INT

Syntax:

>>-.---.-.-----INT-.-"path-name\filename"--.-.--><
   +-/-+ |         +-"path-name/filename"--+ |
         |         +-"path-name\"----------+ |
         |         +-"path-name/"----------+ |
         |         +-"filename"------------+ |
         |         +-()--------------------+ |
         +-NO--INT---------------------------+

Parameters:

path-name Path or environment variable specifying the path.
filename A full file specification.

Properties:

Default: INT"source-name.int"
Phase: Syntax check
$SET: No

Dependencies:

NOINT sets NOANIM immediately.

Comments:

When the INT() directive is implied because it is set by default, its behavior is to produce a temporary intermediate code file during the . This file is deleted when an .obj or .gnt file is successfully created. If you want to keep the .int file after the Compiler has produced the .obj or .gnt file, you need to explicitly set the INT() directive, and not rely on its being set by default.

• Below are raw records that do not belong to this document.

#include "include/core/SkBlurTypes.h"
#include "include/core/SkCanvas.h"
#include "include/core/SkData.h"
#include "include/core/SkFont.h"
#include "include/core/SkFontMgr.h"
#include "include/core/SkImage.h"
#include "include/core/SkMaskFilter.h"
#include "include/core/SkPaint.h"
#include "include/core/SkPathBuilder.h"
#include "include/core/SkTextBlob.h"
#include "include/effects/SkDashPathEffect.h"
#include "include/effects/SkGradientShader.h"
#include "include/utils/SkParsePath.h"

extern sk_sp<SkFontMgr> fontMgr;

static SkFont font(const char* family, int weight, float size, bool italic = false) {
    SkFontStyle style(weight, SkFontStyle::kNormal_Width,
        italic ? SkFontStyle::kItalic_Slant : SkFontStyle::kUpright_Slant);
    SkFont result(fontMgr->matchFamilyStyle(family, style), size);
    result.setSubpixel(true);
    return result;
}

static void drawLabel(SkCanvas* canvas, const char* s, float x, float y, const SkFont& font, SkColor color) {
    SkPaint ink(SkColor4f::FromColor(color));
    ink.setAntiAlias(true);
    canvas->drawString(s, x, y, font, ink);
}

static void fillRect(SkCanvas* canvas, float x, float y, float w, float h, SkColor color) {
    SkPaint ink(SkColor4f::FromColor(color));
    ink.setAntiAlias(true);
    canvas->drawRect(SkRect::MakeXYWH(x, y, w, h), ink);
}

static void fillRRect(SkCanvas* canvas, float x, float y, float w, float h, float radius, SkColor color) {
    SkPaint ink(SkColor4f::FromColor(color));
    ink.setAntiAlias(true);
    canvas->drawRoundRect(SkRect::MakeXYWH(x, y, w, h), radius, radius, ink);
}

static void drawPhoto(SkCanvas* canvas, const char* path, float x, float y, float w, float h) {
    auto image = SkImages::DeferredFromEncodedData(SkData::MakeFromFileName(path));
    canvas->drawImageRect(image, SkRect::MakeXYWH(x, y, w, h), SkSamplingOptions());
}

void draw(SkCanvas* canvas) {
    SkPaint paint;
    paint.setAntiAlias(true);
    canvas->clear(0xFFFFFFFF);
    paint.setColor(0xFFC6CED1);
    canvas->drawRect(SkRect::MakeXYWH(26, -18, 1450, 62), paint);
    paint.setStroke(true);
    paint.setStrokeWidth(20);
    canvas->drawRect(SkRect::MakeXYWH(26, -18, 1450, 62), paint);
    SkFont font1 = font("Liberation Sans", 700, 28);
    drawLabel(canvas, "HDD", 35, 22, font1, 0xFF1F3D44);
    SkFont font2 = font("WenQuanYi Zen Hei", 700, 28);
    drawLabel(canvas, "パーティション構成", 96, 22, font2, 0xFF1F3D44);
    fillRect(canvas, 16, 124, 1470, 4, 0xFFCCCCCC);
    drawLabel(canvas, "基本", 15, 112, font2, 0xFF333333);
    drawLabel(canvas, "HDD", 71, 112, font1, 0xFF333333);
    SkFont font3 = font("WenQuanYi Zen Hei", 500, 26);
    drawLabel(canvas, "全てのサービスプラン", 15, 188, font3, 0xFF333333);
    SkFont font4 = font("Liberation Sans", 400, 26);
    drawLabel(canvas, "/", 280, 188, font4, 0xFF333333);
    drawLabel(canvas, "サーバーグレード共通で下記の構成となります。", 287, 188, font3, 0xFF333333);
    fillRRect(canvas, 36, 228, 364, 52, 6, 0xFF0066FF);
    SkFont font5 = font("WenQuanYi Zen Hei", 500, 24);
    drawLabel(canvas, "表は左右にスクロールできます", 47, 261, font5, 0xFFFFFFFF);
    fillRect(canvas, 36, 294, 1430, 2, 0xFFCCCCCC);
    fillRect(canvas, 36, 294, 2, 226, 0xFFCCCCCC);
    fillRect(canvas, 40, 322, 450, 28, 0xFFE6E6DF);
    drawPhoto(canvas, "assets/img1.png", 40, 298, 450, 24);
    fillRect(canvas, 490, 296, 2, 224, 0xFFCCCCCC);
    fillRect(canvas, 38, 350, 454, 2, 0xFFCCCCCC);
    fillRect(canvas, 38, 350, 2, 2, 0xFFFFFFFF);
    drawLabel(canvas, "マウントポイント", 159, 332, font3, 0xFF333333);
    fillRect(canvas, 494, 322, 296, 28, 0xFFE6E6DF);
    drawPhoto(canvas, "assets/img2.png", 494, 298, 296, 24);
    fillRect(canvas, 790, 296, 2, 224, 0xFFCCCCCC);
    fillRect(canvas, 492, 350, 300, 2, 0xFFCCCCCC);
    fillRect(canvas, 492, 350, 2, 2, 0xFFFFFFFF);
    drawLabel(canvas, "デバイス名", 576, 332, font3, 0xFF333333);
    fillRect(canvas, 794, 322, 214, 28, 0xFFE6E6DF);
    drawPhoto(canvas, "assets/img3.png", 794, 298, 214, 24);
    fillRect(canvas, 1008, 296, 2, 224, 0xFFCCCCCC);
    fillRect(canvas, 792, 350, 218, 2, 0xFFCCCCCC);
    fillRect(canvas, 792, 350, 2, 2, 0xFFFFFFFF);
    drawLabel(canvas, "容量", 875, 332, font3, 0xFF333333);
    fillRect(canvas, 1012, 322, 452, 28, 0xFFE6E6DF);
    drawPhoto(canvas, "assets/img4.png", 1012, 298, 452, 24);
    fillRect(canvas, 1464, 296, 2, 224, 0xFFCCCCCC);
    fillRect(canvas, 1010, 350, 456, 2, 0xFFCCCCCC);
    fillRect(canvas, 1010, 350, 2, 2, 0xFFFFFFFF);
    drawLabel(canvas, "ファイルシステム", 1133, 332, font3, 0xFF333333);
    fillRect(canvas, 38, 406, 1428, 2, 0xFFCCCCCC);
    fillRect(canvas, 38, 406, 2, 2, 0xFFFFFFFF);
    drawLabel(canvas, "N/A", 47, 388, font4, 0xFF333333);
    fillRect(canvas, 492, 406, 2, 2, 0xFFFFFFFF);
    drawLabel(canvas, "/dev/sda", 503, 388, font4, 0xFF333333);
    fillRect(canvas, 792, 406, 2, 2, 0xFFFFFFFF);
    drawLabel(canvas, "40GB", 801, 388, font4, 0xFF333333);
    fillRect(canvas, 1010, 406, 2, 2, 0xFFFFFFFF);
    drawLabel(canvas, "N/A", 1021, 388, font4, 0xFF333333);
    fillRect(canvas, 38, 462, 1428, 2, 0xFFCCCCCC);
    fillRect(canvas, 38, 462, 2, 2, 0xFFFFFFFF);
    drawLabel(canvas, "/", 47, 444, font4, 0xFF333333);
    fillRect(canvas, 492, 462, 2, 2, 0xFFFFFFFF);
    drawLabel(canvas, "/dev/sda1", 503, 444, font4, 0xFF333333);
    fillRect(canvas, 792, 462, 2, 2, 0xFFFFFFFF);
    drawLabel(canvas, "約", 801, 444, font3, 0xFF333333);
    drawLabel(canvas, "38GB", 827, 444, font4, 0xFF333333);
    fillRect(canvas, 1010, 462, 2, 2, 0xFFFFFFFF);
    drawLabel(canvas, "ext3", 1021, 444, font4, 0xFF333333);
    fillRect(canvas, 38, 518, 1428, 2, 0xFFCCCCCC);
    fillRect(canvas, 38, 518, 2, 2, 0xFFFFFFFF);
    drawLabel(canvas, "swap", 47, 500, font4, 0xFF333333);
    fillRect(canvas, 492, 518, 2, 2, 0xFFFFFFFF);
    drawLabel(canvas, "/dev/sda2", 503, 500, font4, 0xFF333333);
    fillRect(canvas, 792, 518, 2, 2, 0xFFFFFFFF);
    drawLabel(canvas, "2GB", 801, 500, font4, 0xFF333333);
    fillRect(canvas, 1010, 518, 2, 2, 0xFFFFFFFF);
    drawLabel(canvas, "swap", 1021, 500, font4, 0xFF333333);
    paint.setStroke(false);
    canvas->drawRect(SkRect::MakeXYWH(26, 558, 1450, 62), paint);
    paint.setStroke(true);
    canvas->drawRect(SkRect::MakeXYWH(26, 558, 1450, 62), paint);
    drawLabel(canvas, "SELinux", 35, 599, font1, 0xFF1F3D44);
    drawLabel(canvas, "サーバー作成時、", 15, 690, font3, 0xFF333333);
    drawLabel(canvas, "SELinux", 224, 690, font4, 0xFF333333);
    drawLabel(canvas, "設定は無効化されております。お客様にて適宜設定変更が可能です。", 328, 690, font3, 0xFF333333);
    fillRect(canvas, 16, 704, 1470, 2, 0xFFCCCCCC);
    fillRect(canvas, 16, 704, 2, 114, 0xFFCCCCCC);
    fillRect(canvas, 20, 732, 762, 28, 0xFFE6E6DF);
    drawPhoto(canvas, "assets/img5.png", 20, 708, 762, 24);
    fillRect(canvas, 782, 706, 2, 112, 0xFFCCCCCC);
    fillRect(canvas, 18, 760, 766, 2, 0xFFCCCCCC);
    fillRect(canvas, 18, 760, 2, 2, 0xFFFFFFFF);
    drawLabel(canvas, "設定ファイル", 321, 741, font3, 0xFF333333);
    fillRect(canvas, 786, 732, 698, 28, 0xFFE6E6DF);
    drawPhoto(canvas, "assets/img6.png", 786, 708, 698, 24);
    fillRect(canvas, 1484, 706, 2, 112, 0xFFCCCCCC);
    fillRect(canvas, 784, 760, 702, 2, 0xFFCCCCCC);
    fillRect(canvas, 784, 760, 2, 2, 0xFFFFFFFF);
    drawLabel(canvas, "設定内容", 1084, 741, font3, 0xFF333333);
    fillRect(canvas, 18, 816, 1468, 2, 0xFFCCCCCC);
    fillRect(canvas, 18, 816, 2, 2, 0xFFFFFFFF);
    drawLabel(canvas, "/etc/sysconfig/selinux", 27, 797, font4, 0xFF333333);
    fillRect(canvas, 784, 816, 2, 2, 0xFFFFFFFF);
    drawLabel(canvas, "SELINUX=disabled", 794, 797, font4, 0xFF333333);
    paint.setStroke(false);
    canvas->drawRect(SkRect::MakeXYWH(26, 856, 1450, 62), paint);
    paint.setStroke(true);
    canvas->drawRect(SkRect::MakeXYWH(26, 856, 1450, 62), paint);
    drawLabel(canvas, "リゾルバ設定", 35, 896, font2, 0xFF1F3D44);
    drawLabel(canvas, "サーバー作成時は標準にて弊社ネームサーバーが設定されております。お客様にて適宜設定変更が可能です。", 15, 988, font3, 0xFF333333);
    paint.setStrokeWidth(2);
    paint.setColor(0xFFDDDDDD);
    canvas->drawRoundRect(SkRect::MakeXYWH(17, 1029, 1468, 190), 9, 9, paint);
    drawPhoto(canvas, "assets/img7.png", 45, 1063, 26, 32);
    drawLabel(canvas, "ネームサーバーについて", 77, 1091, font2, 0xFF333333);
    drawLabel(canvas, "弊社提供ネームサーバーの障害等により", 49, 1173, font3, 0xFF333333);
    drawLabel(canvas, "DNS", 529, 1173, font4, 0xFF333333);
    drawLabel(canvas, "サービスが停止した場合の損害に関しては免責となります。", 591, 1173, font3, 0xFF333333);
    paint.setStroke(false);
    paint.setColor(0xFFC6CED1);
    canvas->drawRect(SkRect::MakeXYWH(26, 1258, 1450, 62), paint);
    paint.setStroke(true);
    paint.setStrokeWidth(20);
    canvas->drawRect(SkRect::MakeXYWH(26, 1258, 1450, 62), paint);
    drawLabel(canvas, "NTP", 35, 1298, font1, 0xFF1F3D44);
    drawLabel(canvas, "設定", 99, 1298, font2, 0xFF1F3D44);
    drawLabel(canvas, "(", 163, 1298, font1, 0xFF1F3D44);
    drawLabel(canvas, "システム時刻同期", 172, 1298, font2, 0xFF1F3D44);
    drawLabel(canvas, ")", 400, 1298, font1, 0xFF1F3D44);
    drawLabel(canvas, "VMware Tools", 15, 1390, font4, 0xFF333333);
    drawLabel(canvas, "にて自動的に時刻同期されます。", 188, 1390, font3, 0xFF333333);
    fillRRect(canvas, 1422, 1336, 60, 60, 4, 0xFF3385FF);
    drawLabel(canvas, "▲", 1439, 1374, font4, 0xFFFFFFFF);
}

Specifying NOINT prevents the intermediate code file being produced.

If you specify an existing file, it is overwritten.

If filename is not specified, the Compiler uses source-name.int, where source-name is the basename of the source filename. If you specify path-name but no filename, the Compiler uses the path-name, with the filename source-name.int attached.

INT() causes intermediate code to be put in the standard file source-name.int. With this format you must use parentheses not quotation marks. So, INT"" does not give this result.

Use the INT directive with caution. Incorrect use can abort the compilation process.